Research in Dragoi lab on cortical populations published in Neuron
Research from the lab of Valentin Dragoi, PhD, Rochelle and Max Levit Distinguished Professor in the Neurosciences, studying neuronal interactions in visual and prefrontal cortical areas has been published in Neuron.
First author for the paper, titled “High-order interaction explain the collective behavior of cortical populations in executive but not sensory areas,” is Mircea Chelaru, PhD. Co-authors include Sarah Eagleman, PhD; Ariana Andrei, PhD; Russel Milton; and Natasha Kharas, MD, PhD.
“Information in neural populations is believed to be encoded in the collective activity of highly interconnected neural networks,” the authors wrote. “Describing the collective behavior of neural populations is a challenging task whose complexity is exacerbated by the combinatorial explosion of possible cell responses as the size of the population increases.”
Using chronically implanted arrays of electrodes, researchers recorded neurons in three brain areas, specifically visual areas V1 and V4, and downstream area of the dorsolateral prefrontal cortex while animals performed a behavioral task and while they were sleeping. During the behavioral task, animals performed a 60 to 90-minute image discrimination experiment. While resting they were placed in a dark, quiet room for 20 to 30 minutes with their eyes closed.
After monitoring the spiking activity of each cell, researchers grouped the responses together and formed binary words which described the state of the population in each brain area. The team then used these words to monitor how the activity of neurons in each area is predicted by a maximum entropy model.
“Our findings have general implications for our understanding of the detailed structure of spiking activity during wakefulness and sleep across cortical circuits,” the authors said.
The team’s research showed that pairwise (2nd order) interactions between neurons in early- and mid-level visual cortex capture more than 90 percent of detailed spiking patterns observed during wakefulness and sleep. However, pairwise interactions do not explain entropy in neuronal populations from executive brain areas, regardless of what state the brain is in.

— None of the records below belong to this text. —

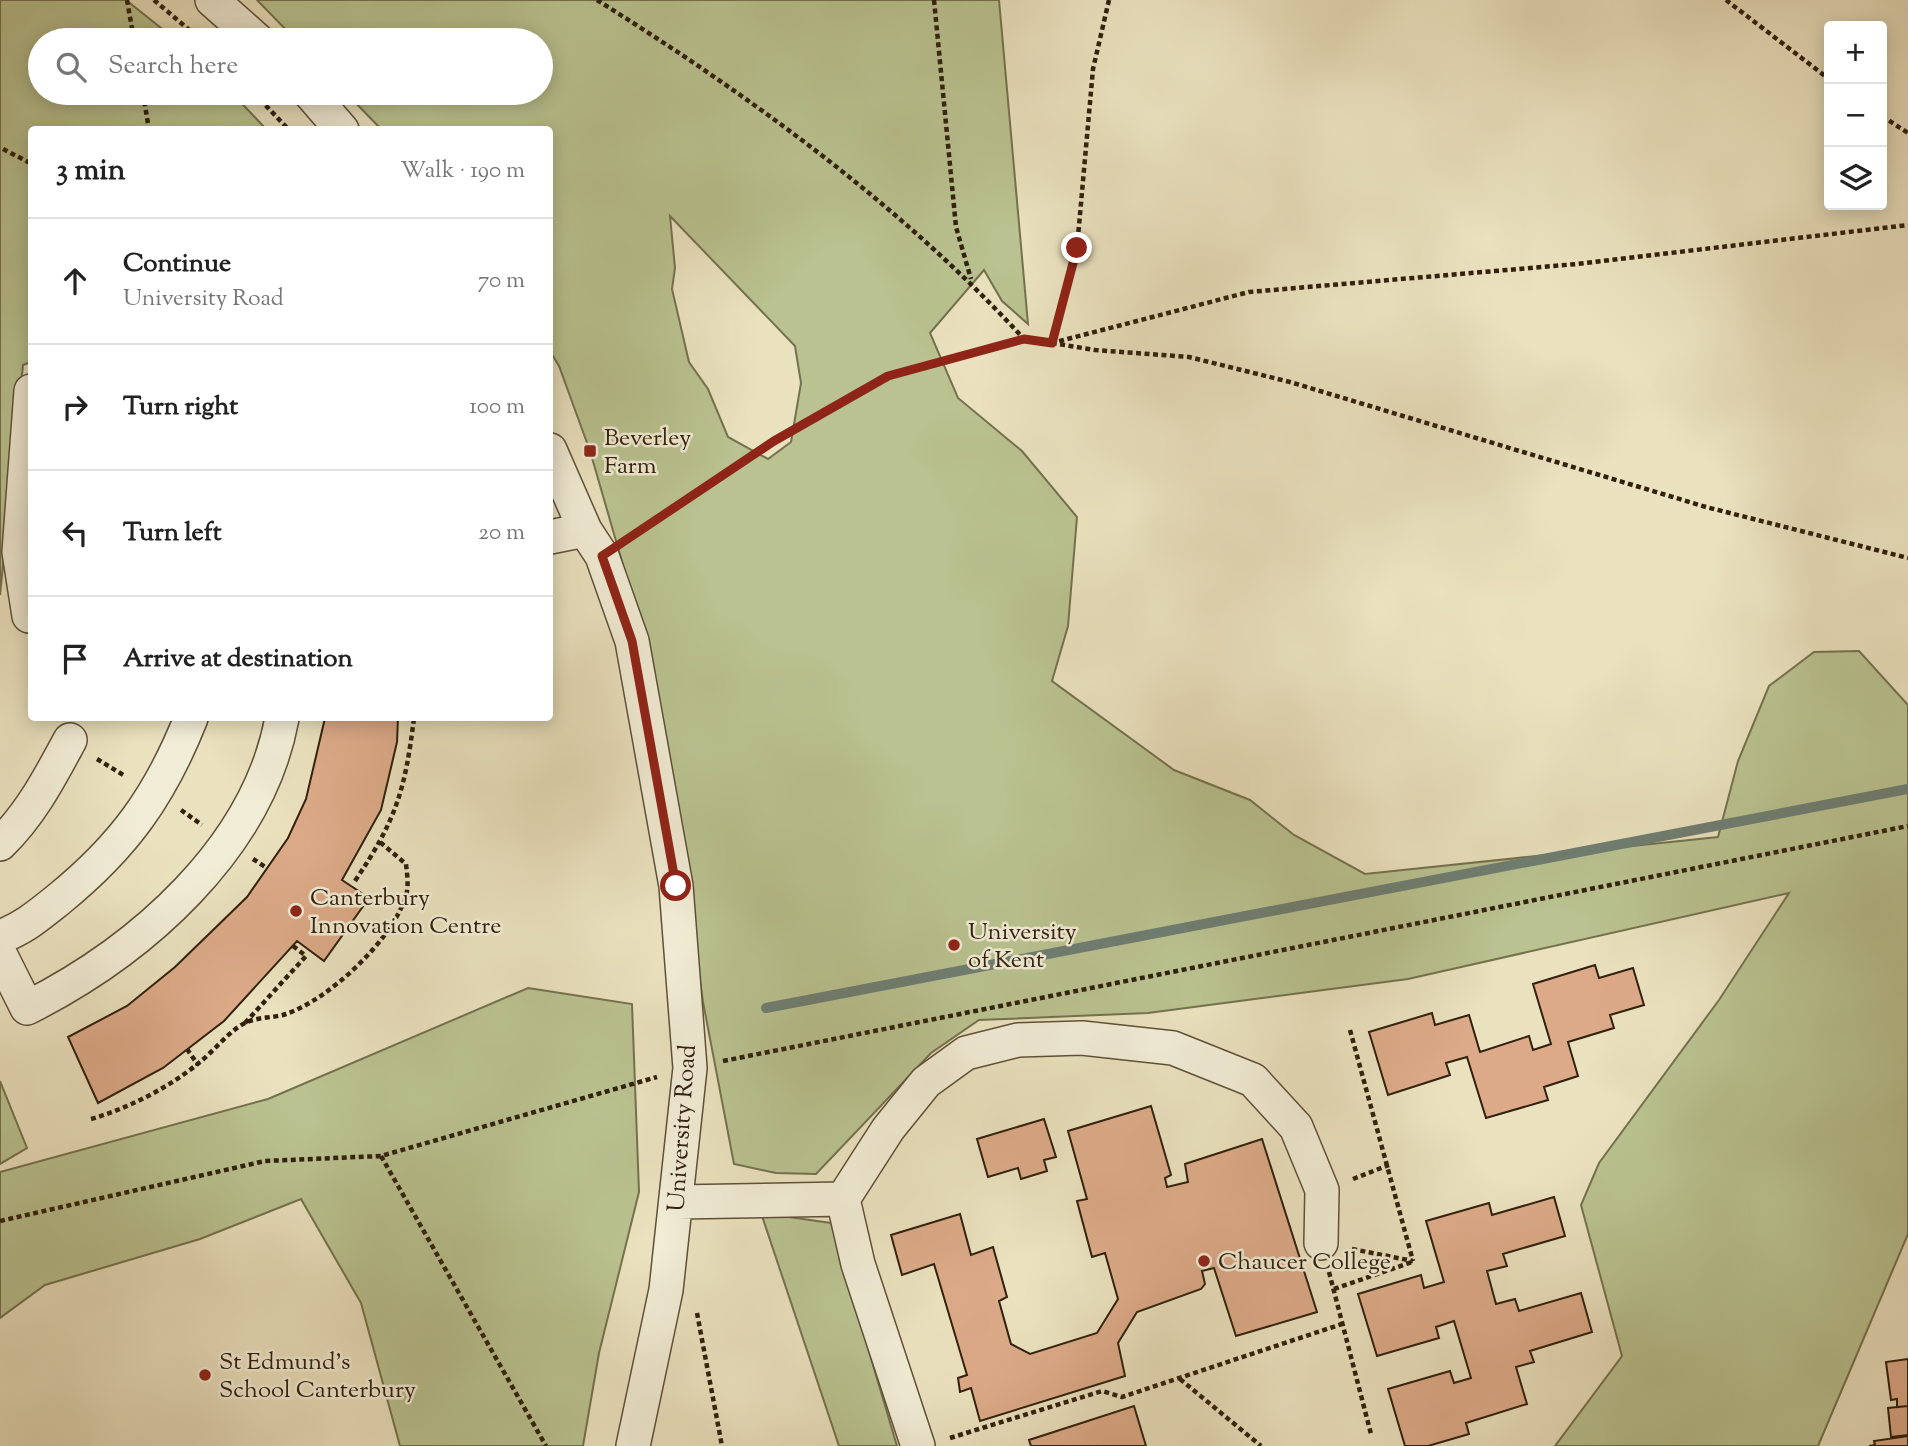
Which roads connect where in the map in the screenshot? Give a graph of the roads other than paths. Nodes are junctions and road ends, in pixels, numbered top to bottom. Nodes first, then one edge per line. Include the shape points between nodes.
1 (212, 0) edge
2 (244, 28) edge
3 (320, 105) edge
4 (339, 126) edge
5 (28, 431) edge
6 (553, 456) edge
7 (553, 537) edge
8 (594, 543) junction
9 (28, 610) edge
10 (190, 721) edge
11 (281, 721) edge
12 (82, 749) road end
13 (0, 844) edge
14 (0, 937) edge
15 (0, 954) edge
16 (843, 1199) junction
17 (677, 1202) junction
18 (1321, 1243) road end
19 (633, 1446) edge
20 (918, 1446) edge

1 - 2 street
3 - 4 street
5 - 9 street via 19,552
6 - 8 street, University Road
7 - 8 street
8 - 17 street, University Road via 632,641 676,886 690,1068
10 - 14 street via 155,794 124,839 22,929
11 - 15 street via 258,787 226,843 181,902 77,983 27,1008
12 - 13 street
16 - 17 street
16 - 18 street via 888,1129 926,1082 966,1054 1018,1040 1082,1038 1173,1048 1253,1080 1296,1127 1322,1190
16 - 20 street via 858,1264
17 - 19 street, University Road via 666,1290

“This implies that explaining the population dynamics in downstream, executive areas must necessarily involve higher-order interactions,” the authors said. “Surprisingly, although global brain state is typically associated with distinct patterns of cortical responses in sensory cortical areas, the pairwise-based model can robustly explain the structure of spiking activity in these areas. However, the fact that, regardless of brain state, pairwise interactions are insufficient to explain the spiking activity in prefrontal cortex may reflect the highly heterogeneous source of inputs that this area receives from multi-sensory, motor, and planning areas.”
In order to capture and interpret high-order interactions between neurons, large-cell assemblies and advanced computation techniques were required. “Our findings may reflect a general principle of cortical function across brain states, whereby the population responses in sensory areas is largely explained by pairwise interactions between neurons, whereas the responses in executive areas encoding decision making and action rely on higher-order interactions,” the authors said.

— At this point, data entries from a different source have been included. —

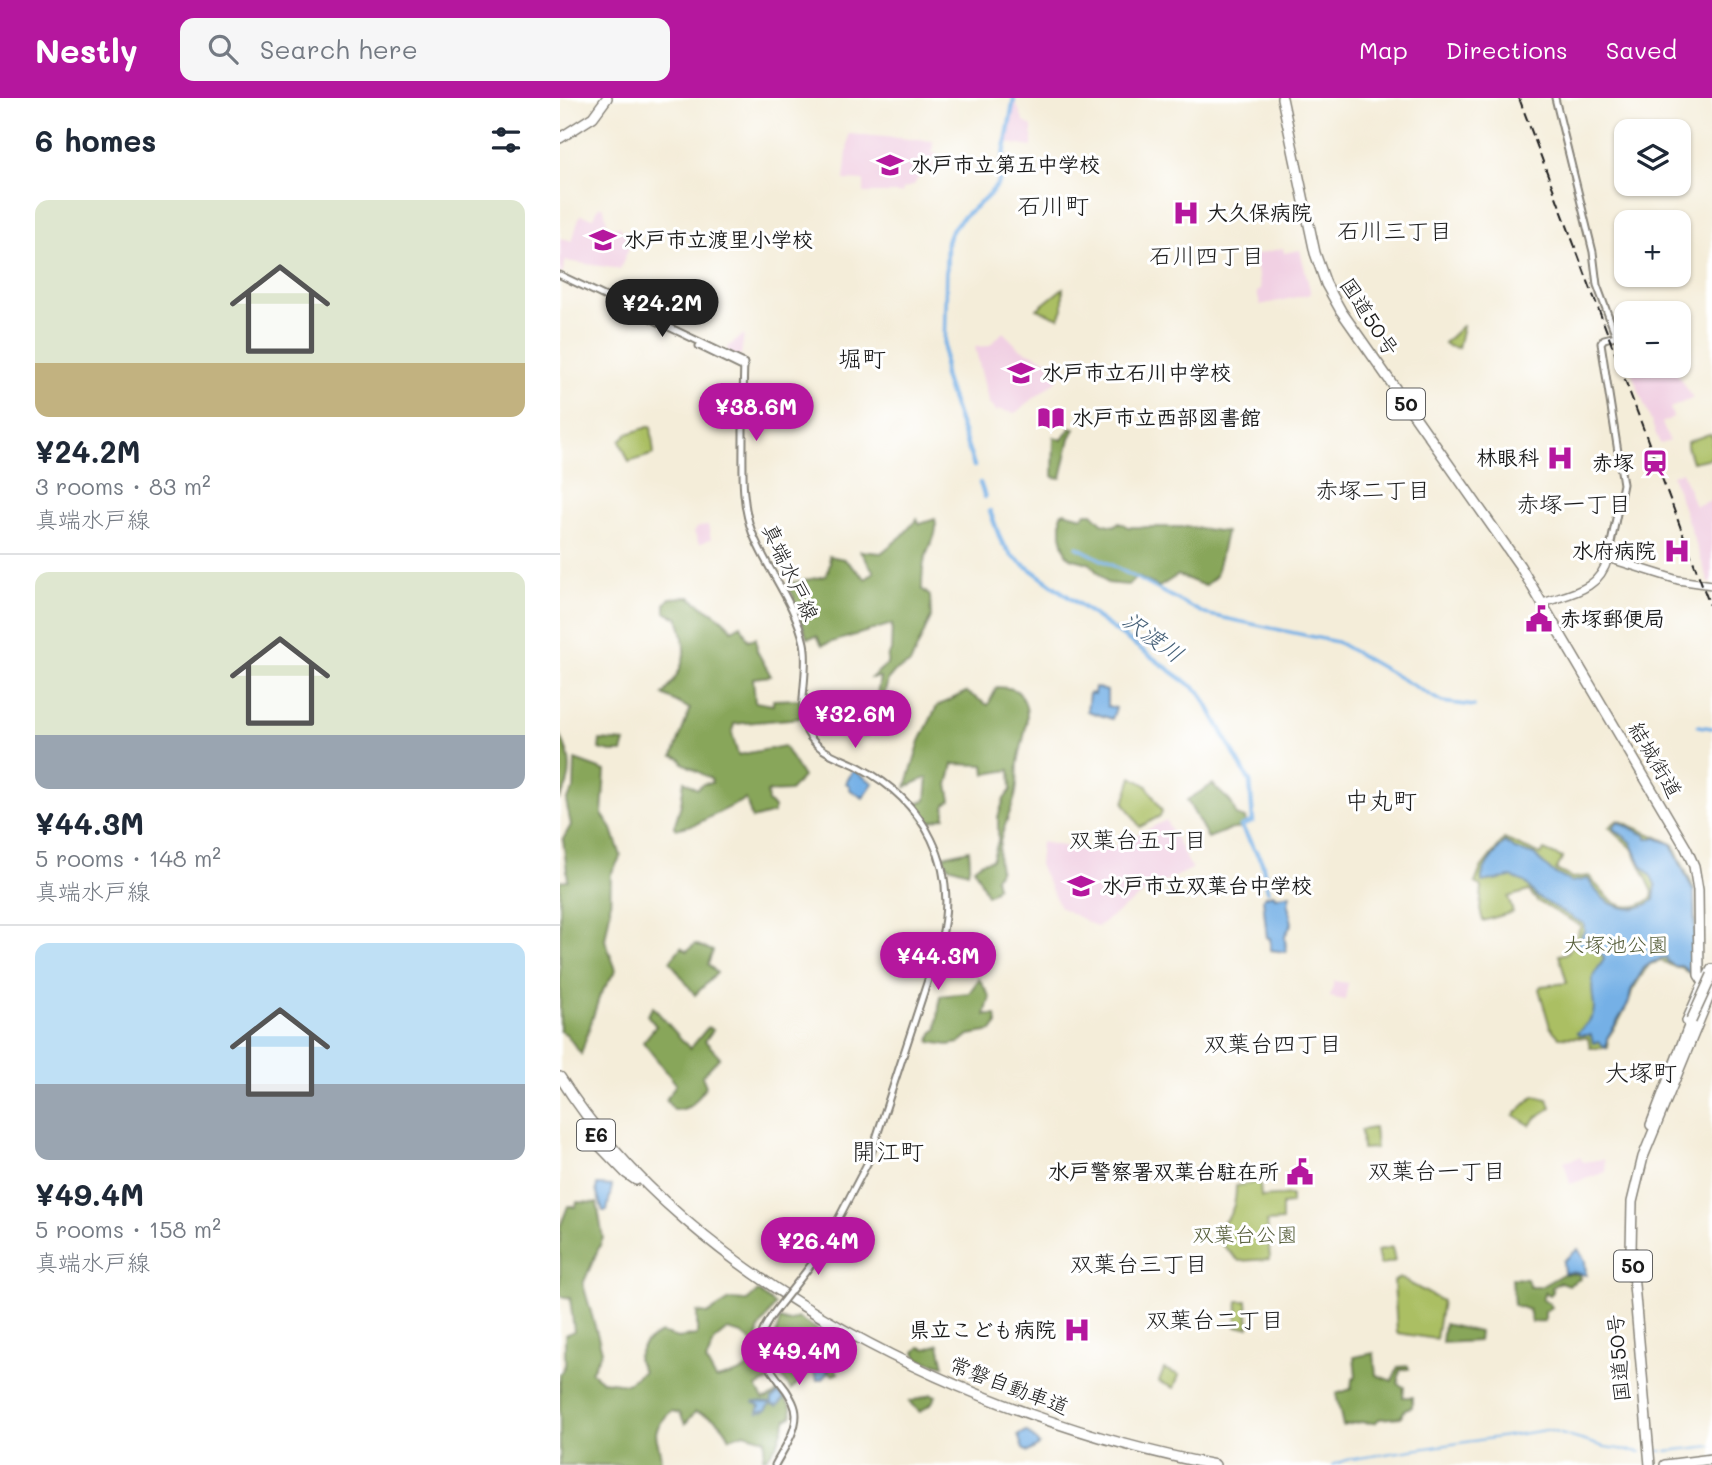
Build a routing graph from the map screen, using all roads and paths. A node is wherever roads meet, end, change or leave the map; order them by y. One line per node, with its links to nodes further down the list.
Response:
1 (607, 98): 4 (highway)
2 (1282, 98): 8 (highway, 国道50号 / 50)
3 (1555, 98): 6 (main road)
4 (560, 138)
5 (560, 277): 23 (main road, 真端水戸線, bridge)
6 (1608, 558): 7 (main road); 8 (main road)
7 (1712, 585)
8 (1543, 603): 9 (highway, 国道50号 / 50)
9 (1581, 669): 10 (highway, 結城街道 / 50)
10 (1700, 964): 11 (highway); 13 (highway, 結城街道 / 50)
11 (1712, 970): 13 (highway)
12 (1712, 975): 14 (highway, 50, bridge)
13 (1707, 984): 14 (highway, 50, bridge); 18 (highway); 18 (highway)
14 (1692, 1022): 18 (highway, 50)
15 (560, 1077): 20 (highway, 常磐自動車道 / E6)
16 (560, 1086): 21 (highway, 常磐自動車道 / E6)
17 (577, 1093): 20 (highway)
18 (1654, 1126): 26 (highway, 国道50号 / 50)
19 (591, 1137): 21 (highway)
20 (610, 1145): 25 (highway, 常磐自動車道 / E6)
21 (636, 1180): 24 (highway, 常磐自動車道 / E6)
22 (1711, 1463): 27 (highway); 28 (highway)
23 (775, 1465)
24 (1189, 1465)
25 (1215, 1465)
26 (1648, 1465)
27 (1665, 1465)
28 (1703, 1465)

The discovery from the lab will lead to future research projects to examine other areas of the brain, outside of the visual and prefrontal cortex regions, including subcortical areas. The team also hopes to discover how adaptation and learning influence these neuronal interactions and what the spiking activities of these areas look like during recovery from stroke or other neural injuries.
“The basic issues addressed in our article have fascinated neuroscientists, computer scientists, mathematician, and physicists for the past decades, yet the results of previous studies were inconclusive” Dragoi said. “We believe that our work has generated an important result in systems neuroscience that offers a new framework for understanding the language of neural populations across brain areas.”